El nuevo marco parte de una idea relevante para las empresas: la contratación con terceros solo es legítima cuando el contratista actúa por su cuenta y riesgo, con sus propios medios y con autonomía directiva, técnica, administrativa y financiera. En contraste, el decreto considera que hay tercerización laboral ilegal cuando el prestador carece de organización propia o estructura productiva especializada, o cuando sus trabajadores están realmente bajo la subordinación o dependencia del contratante o beneficiario del servicio.

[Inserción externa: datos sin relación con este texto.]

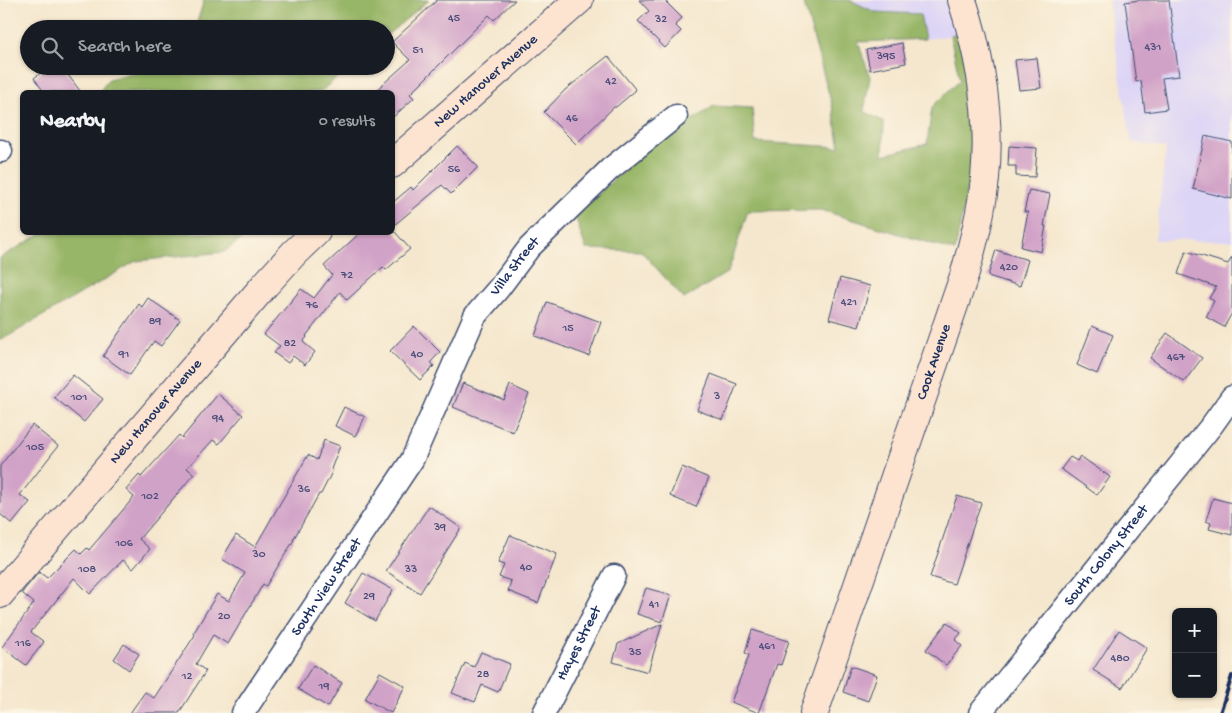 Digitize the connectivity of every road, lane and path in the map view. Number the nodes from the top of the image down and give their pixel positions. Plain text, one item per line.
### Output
1 (579, 0) edge
2 (962, 0) edge
3 (676, 116) dead end
4 (395, 161) edge
5 (313, 235) edge
6 (1232, 397) edge
7 (412, 460) joint
8 (614, 576) dead end
9 (0, 594) edge
10 (243, 713) edge
11 (544, 713) edge
12 (814, 713) edge
13 (980, 713) edge

1 - 4 main road, New Hanover Avenue
2 - 12 main road, Cook Avenue
3 - 7 street, Villa Street
5 - 9 main road, New Hanover Avenue
6 - 13 street, South Colony Street
7 - 10 street, South View Street
8 - 11 street, Hayes Street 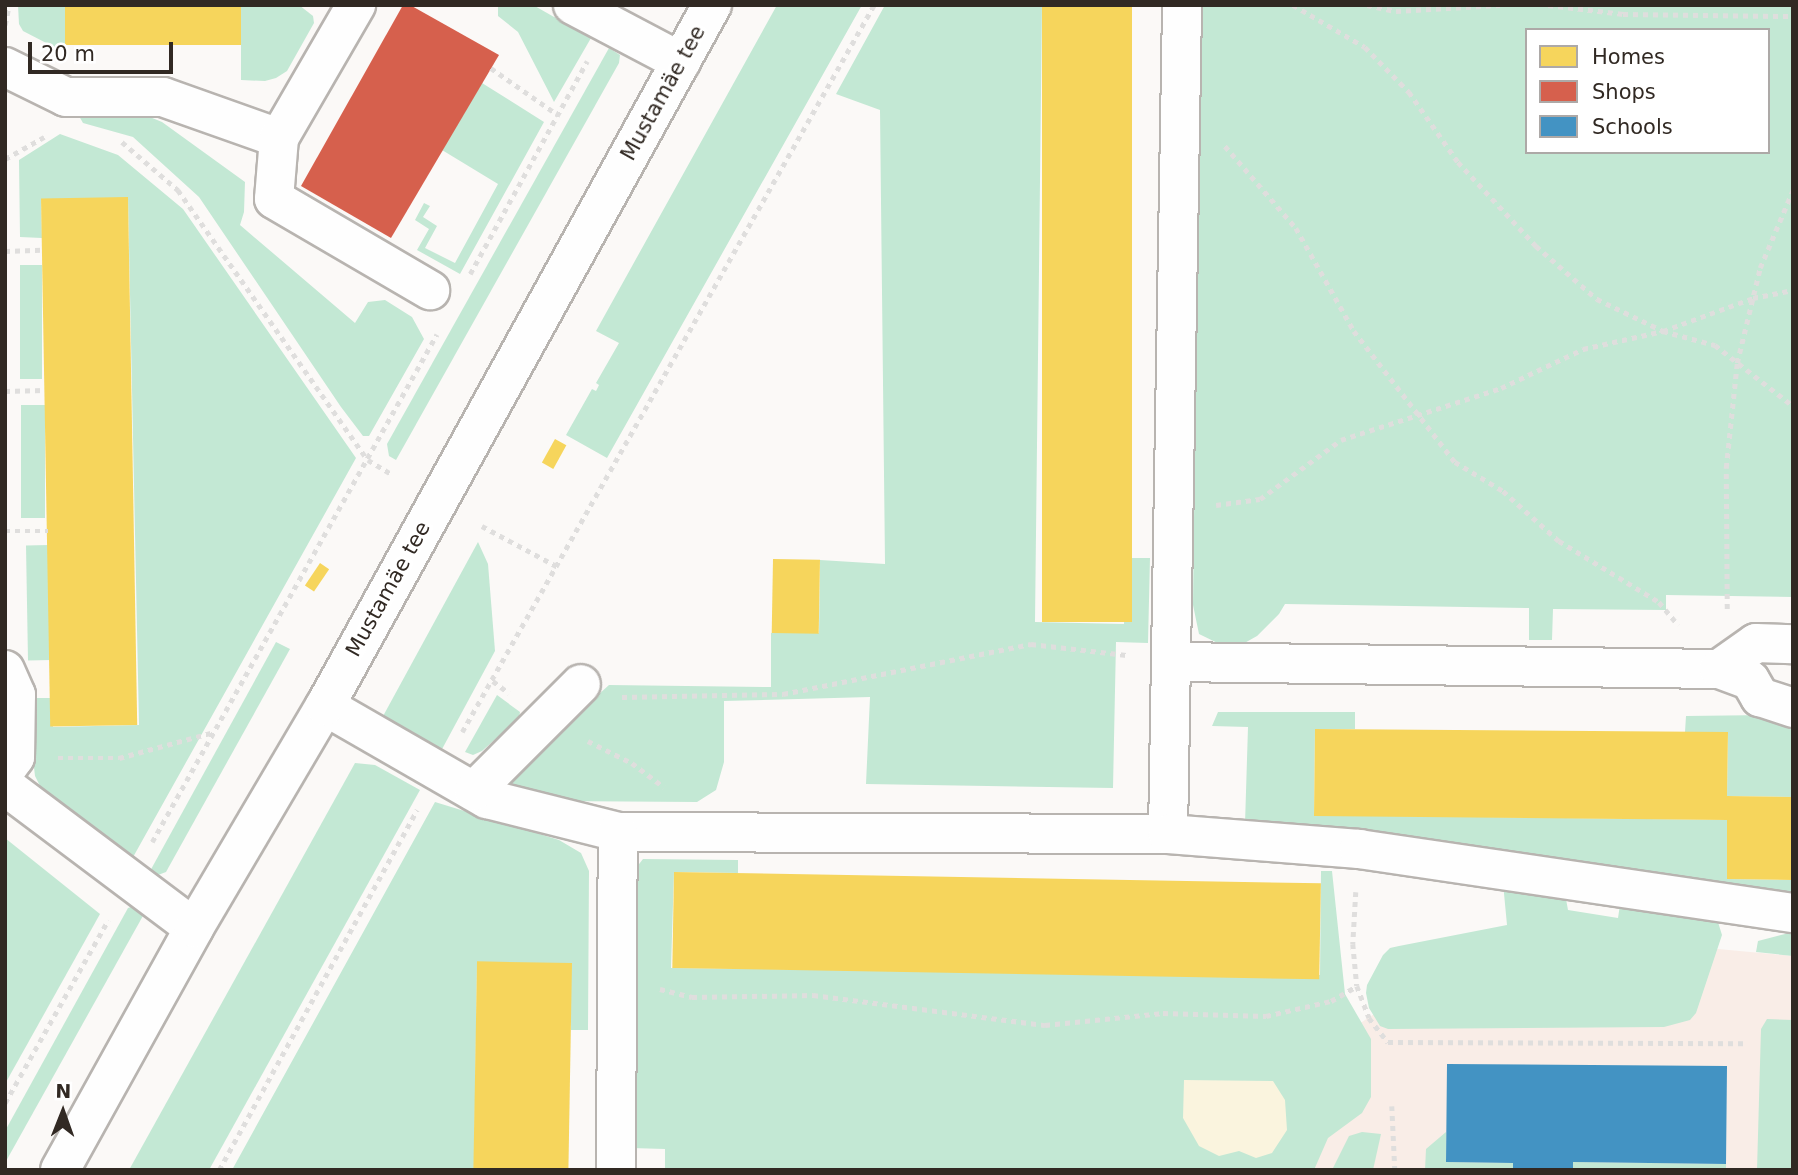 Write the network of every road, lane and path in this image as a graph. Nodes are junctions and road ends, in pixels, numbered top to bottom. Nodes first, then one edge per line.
1 (9, 5) edge
2 (356, 5) edge
3 (573, 5) edge
4 (712, 5) edge
5 (874, 5) edge
6 (1182, 5) edge
7 (1293, 5) edge
8 (1367, 5) edge
9 (1500, 5) edge
10 (1548, 5) edge
11 (1793, 16) edge
12 (5, 26) edge
13 (591, 54) dead end
14 (681, 62) junction
15 (5, 67) edge
16 (491, 68) dead end
17 (66, 97) junction
18 (558, 115) junction
19 (1180, 121) junction
20 (279, 138) junction
21 (112, 139) dead end
22 (5, 159) edge
23 (1793, 190) edge
24 (42, 250) dead end
25 (5, 251) edge
26 (466, 280) dead end
27 (430, 290) dead end
28 (1793, 290) edge
29 (1753, 298) junction
30 (440, 328) dead end
31 (1663, 331) junction
32 (1737, 363) junction
33 (45, 390) dead end
34 (5, 391) edge
35 (1793, 406) edge
36 (1419, 415) junction
37 (368, 460) junction
38 (393, 475) dead end
39 (1174, 511) junction
40 (482, 526) dead end
41 (5, 531) edge
42 (48, 531) dead end
43 (558, 567) junction
44 (1793, 644) edge
45 (1171, 662) junction
46 (5, 670) edge
47 (1719, 670) junction
48 (493, 681) junction
49 (565, 701) junction
50 (325, 706) junction
51 (1793, 708) edge
52 (214, 732) junction
53 (9, 771) edge
54 (439, 771) junction
55 (474, 791) junction
56 (675, 795) dead end
57 (618, 832) junction
58 (1168, 834) junction
59 (1359, 849) junction
60 (131, 879) junction
61 (1793, 913) edge
62 (194, 928) junction
63 (617, 978) junction
64 (1357, 986) junction
65 (1748, 1043) dead end
66 (5, 1104) edge
67 (1392, 1106) dead end
68 (60, 1170) edge
69 (219, 1170) edge
70 (616, 1170) edge
71 (1395, 1170) edge

1 - 12 path
2 - 20 street
3 - 14 street
4 - 14 street, Mustamäe tee
5 - 43 path
6 - 19 street
7 - 31 path
8 - 9 path
10 - 11 path
13 - 18 path
14 - 50 street, Mustamäe tee
15 - 17 street
16 - 18 path
17 - 20 street
17 - 22 path
18 - 26 path
19 - 36 path
19 - 39 street
20 - 27 street
21 - 37 path
23 - 29 path
24 - 25 path
28 - 29 path
29 - 31 path
29 - 32 path
30 - 37 path
31 - 32 path
31 - 36 path
32 - 35 path
32 - 47 path
33 - 34 path
36 - 39 path
36 - 47 path
37 - 38 path
37 - 52 path
39 - 45 street
40 - 43 path
41 - 42 path
43 - 48 path
44 - 47 street
45 - 47 street
45 - 49 path
45 - 58 street
46 - 53 street
47 - 51 street
48 - 49 path
48 - 54 path
49 - 55 street
49 - 56 path
50 - 54 street
50 - 62 street, Mustamäe tee
52 - 53 path
52 - 60 path
53 - 60 street
54 - 55 street
54 - 69 path
55 - 57 street
57 - 58 street
57 - 63 street
58 - 59 street
59 - 61 street
59 - 64 path
60 - 62 street
60 - 66 path
62 - 68 street, Mustamäe tee
63 - 64 path
63 - 70 street
64 - 65 path
67 - 71 path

Presunción Reforzada de Laboralidad
Uno de los puntos más sensibles del decreto está en la presunción reforzada de laboralidad. La prestación de actividades permanentes mediante terceros genera una presunción de existencia de contrato de trabajo con la empresa beneficiaria, salvo que existan razones objetivas que demuestren ausencia de subordinación y verdadera autonomía del contratista. El mismo decreto entiende por actividades permanentes aquellas relacionadas con el objeto social o con el giro ordinario de los negocios de la empresa usuaria.
Valoración de Indicios en Conjunto
Además, la norma ordena valorar los indicios en conjunto, no de forma aislada. Entre las señales que pueden llevar a la autoridad a cuestionar la legalidad del esquema están, por un lado, la falta de medios de producción, infraestructura, capacidad administrativa o financiera del contratista; y, por otro, situaciones en las que el beneficiario da instrucciones directas, define horarios o lugar de trabajo, suministra herramientas o correo corporativo, o incide en la remuneración, beneficios o continuidad del personal externo. Esa lógica coincide con la guía visual que acompaña este análisis: no basta con el nombre del contrato si en la realidad operativa el tercero no conserva independencia.

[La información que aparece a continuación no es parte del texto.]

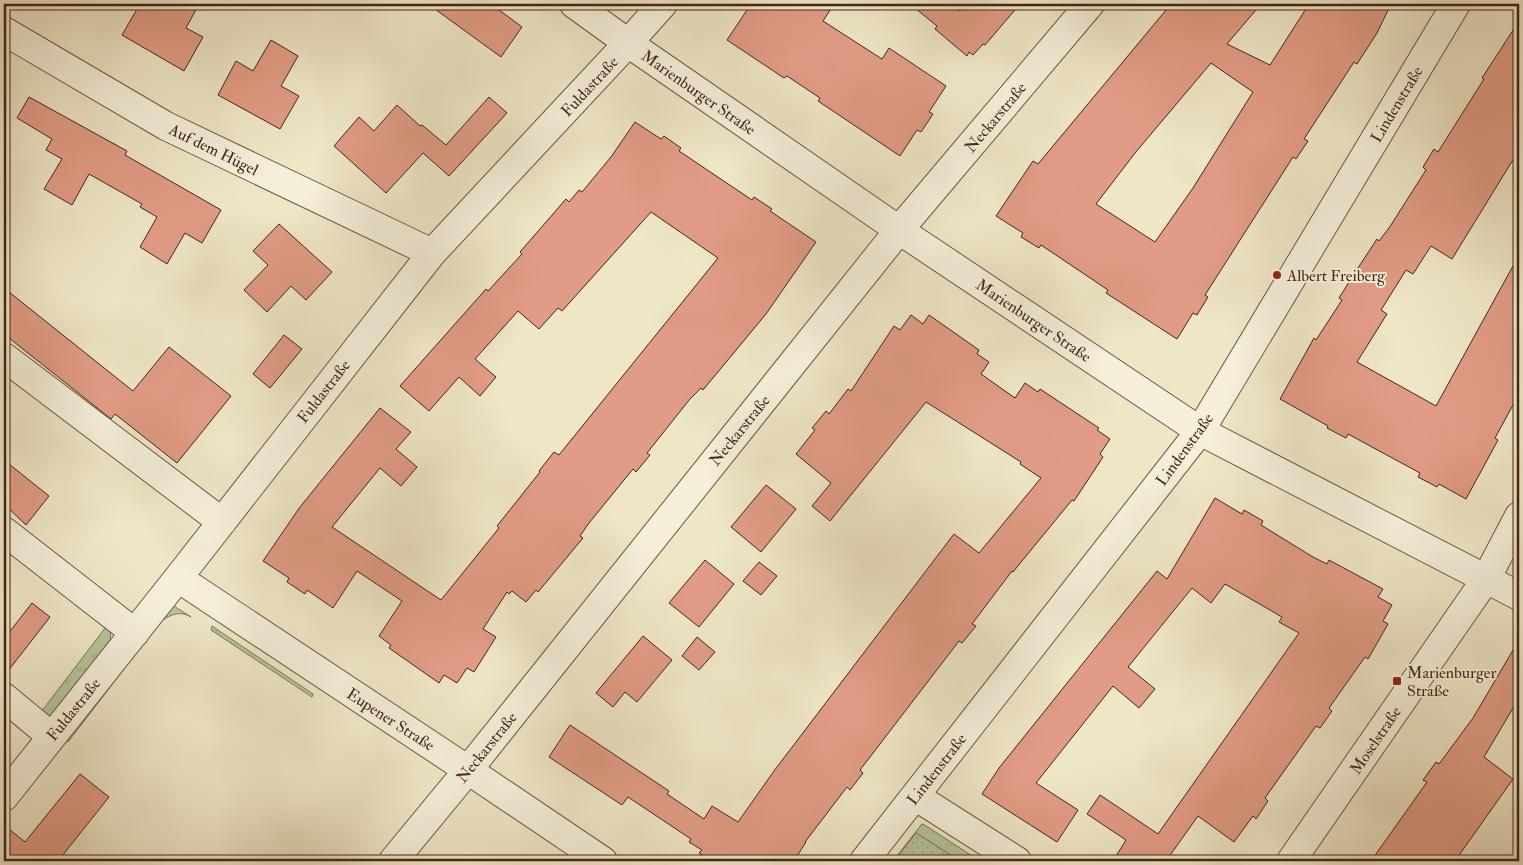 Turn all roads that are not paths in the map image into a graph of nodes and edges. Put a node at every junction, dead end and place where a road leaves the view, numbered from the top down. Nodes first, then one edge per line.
1 (574, 4) edge
2 (663, 4) edge
3 (1090, 4) edge
4 (1456, 4) edge
5 (4, 31) edge
6 (628, 44) junction
7 (899, 230) junction
8 (432, 253) junction
9 (4, 357) edge
10 (1200, 431) junction
11 (1519, 516) edge
12 (222, 522) junction
13 (4, 531) edge
14 (178, 578) junction
15 (1486, 579) junction
16 (1519, 596) edge
17 (135, 633) junction
18 (4, 698) edge
19 (51, 736) junction
20 (468, 770) junction
21 (916, 796) junction
22 (4, 797) edge
23 (392, 861) edge
24 (603, 861) edge
25 (864, 861) edge
26 (1017, 861) edge
27 (1291, 861) edge

1 - 6 street, Marienburger Straße
2 - 6 street, Fuldastraße
3 - 7 street, Neckarstraße
4 - 10 street, Lindenstraße
5 - 8 street, Auf dem Hügel
6 - 7 street, Marienburger Straße
6 - 8 street, Fuldastraße
7 - 10 street, Marienburger Straße
7 - 20 street, Neckarstraße
8 - 12 street, Fuldastraße
9 - 12 street
10 - 15 street, Marienburger Straße
10 - 21 street, Lindenstraße
11 - 15 street, Moselstraße
12 - 14 street, Fuldastraße
13 - 17 street
14 - 17 street, Fuldastraße
14 - 20 street, Eupener Straße
15 - 16 street, Marienburger Straße
15 - 27 street, Moselstraße
17 - 19 street, Fuldastraße
18 - 19 street
19 - 22 street, Fuldastraße
20 - 23 street, Neckarstraße
20 - 24 street, Eupener Straße
21 - 25 street, Lindenstraße
21 - 26 street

Empresas de Servicios Temporales
El decreto también vuelve a poner el foco sobre las empresas de servicios temporales. Reitera que son la única forma autorizada de envío de trabajadores en misión y que su uso está limitado a necesidades temporales y excepcionales. Si ese mecanismo se emplea por fuera de esos supuestos o excediendo los límites legales, la empresa usuaria puede ser tratada como verdadera empleadora y la temporal como intermediario laboral ilegal.
Consecuencias y Sanciones
En materia de consecuencias, el decreto prevé medidas preventivas y correctivas para poner fin a la vulneración de derechos laborales y mantiene un régimen sancionatorio relevante. Entre otras disposiciones, modificó normas reglamentarias para permitir la imposición de multas sucesivas hasta de 5.000 salarios mínimos legales mensuales vigentes por cada infracción mientras esta subsista, además de medidas complementarias en ciertos casos.
Revisión de Estructuras Contractuales
Para las empresas, la lectura práctica no debería ser de reacción improvisada, sino de revisión seria. Hoy conviene evaluar la estructura real de los contratistas y subcontratistas, el alcance de las actividades tercerizadas, el nivel de autonomía con el que se ejecuta el servicio y la forma en que se ejerce la coordinación operativa. También resulta importante revisar si existen elementos que, en los hechos, puedan interpretarse como subordinación directa del personal frente al beneficiario.